Déjà Vu
Mending Wall

The Vaxxed and the Unvaxxed, Take 2

People in Missouri are wearing disguises to get a Covid-19 vaccine, according to the New York Times.

Charlie got his second Pfizer vaccine in February (his first dose was in January). While he has not been in his state-of-birth in years, we still follow the news in St. Louis and recall the time I went to Jefferson City with the girls' cross-country team as  an assistant coach at a private school. Me being from Berkeley and Jim being a guy from Jersey, we were fish out of water in the Mound City and did our best to get to know a place we thought we might call home for the long-term. Jim had an endowed chair in the Department of Theological Studies at Saint Louis University. I had just gotten my Ph.D. from Yale and, after a Latin teacher stint in Ladue and some adjuncting at Webster University and SLU, got a tenure-track position as the sole Classics professor at the University of St. Thomas in St. Paul. The three of us moved there when Charlie was one year and some months old in 1998. Jim commuted up and down the Mississippi for several months before taking a sabbatical and before Charlie was diagnosed with autism at the Minneapolis Children's Hospital on July 22, 2021. I took a year of leave after my second year at St. Thomas, we moved back to St. Louis, and Jim's mother called us to (again courtesy of the New York Times) tell us that people are moving from Greece and China to have their kids attend autism schools in New Jersey!

Well, so are we, was Jim's response. And so we did. 

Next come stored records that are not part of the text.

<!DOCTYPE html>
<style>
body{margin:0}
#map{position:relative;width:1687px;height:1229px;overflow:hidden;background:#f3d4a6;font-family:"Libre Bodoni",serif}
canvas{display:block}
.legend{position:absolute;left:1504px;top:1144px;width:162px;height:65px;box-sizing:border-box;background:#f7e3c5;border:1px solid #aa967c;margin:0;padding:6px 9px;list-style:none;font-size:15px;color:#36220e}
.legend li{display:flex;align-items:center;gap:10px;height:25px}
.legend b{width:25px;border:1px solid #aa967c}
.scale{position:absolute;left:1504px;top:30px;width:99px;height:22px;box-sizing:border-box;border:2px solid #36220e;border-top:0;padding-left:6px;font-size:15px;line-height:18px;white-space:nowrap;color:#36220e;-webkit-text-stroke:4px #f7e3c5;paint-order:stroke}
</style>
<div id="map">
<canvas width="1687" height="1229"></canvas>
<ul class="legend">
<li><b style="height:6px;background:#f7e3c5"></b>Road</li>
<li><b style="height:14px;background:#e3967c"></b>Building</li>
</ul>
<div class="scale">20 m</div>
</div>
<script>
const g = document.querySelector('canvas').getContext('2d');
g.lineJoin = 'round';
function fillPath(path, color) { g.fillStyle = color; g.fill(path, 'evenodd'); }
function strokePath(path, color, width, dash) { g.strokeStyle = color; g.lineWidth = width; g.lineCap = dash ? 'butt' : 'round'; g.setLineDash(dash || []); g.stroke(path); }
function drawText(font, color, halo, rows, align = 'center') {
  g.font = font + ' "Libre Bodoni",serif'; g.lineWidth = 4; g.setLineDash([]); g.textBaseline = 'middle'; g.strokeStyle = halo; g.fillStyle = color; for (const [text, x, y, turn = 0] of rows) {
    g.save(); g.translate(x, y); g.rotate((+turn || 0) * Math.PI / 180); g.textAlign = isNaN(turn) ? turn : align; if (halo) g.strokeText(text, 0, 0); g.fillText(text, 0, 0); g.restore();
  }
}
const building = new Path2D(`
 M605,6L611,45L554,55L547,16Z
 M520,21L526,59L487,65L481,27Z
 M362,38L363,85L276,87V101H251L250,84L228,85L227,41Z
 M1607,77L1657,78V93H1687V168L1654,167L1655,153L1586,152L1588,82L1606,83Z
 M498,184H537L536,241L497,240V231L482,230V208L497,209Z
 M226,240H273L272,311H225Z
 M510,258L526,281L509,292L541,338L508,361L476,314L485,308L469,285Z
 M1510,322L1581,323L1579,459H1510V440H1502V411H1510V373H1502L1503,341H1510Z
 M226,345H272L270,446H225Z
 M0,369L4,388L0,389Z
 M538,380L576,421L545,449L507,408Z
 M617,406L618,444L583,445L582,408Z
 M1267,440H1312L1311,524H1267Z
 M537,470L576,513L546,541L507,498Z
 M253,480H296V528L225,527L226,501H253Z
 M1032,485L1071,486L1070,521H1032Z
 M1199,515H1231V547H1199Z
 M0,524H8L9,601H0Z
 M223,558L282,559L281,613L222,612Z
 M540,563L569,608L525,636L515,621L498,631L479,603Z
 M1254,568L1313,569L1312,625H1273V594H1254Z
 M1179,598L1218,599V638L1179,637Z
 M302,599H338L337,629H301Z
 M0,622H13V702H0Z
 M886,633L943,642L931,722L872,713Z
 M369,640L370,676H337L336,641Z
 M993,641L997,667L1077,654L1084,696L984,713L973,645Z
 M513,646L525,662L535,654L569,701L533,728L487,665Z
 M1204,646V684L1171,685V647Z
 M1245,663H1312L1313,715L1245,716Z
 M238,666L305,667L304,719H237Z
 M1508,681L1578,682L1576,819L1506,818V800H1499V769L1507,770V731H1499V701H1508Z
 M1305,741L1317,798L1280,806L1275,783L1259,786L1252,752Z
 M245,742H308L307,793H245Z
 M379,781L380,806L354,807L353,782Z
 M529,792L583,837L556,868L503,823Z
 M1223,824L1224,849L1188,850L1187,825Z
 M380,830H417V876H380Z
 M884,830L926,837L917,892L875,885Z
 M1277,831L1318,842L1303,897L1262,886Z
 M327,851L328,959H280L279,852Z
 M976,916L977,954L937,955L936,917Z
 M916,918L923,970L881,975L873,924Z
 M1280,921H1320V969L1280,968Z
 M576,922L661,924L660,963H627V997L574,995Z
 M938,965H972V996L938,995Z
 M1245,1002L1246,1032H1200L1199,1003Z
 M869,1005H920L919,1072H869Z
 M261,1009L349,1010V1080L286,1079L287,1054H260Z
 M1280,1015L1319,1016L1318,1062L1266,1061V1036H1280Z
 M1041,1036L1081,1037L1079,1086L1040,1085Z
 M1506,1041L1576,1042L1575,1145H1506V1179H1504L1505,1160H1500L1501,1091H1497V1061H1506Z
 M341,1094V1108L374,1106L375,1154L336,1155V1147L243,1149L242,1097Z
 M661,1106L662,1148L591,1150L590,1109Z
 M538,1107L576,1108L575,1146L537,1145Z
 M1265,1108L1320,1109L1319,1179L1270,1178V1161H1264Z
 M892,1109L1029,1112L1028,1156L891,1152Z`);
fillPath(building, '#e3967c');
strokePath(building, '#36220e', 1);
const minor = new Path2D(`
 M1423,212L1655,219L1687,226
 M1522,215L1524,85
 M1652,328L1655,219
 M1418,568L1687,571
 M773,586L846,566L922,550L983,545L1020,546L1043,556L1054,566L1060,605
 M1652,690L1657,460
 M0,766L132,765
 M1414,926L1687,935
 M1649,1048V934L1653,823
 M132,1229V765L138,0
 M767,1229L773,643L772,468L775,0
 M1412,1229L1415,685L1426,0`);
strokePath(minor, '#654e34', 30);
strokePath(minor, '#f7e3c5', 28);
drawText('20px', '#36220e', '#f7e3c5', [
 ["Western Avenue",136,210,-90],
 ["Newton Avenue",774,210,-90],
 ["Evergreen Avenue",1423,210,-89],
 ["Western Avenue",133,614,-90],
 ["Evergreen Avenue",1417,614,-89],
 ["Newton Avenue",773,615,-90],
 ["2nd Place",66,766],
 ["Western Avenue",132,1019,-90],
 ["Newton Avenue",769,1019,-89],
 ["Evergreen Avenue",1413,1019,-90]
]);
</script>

We thought we'd always be in New Jersey. Jim became a tenured full professor in the Theology department at Fordham University. I became the sole Classics professor at another small Catholic university, Saint Peter's University (still a college when I started). Charlie's educational odyssey in public and out of district, and just out of, schools became the subject of this blog in 2005 and then in 2013, feeling something closing in on us, we moved to California. And here we are -- Charlie graduated from school and being wage-rated in his vocational program that so very much wishes to reopen fully when, if, the coronavirus pandemic truly gets more under control. Jim retired in 2018 and I teach ancient Greek, Latin and medical terminology online for public universities. 

It has been a Take 2 for Charlie, for our family, out here in Berkeley and Oakland in California.

Unfortunately it also has been a Take 2 for anti-vaccine proponents, whose insistence on needing to make their own choice about getting the Covid-19 vaccine, and too often refusing to be vaccinated, mean that we are far from seeing the end of the pandemic and of a return to the way things were. 

It was while we were in New Jersey that I had my heyday of advocating against those who claimed that, contrary to scientific knowledge, vaccines or something in vaccines such as the mercury-based preservative thimerosal, caused autism. I learned then that, no matter what I wrote or said, what peer-reviewed research study I cited, those who think that vaccines cause autism or otherwise cause harm or are to be avoided -- that individuals with such beliefs cannot be persuaded and that they will always pull out some seemingly "commonsensical" argument to back up their statements. Jim and I have had conversations with many persons with such beliefs and always stated simply and decisively that Charlie's being autistic has nothing to do with a vaccine, the vaccines do not cause autism, that something in vaccines does not cause autism.

We do know that Charlie, learning that his program must scale back its reopening plans in the face of another resurgence of the coronavirus, was woebegone today. There has been a brief period when he was able to see his friends from his program (everyone in masks). We will hope that he can do so again soon.

Meanwhile, it is Take 2 for me and the unvaxxed.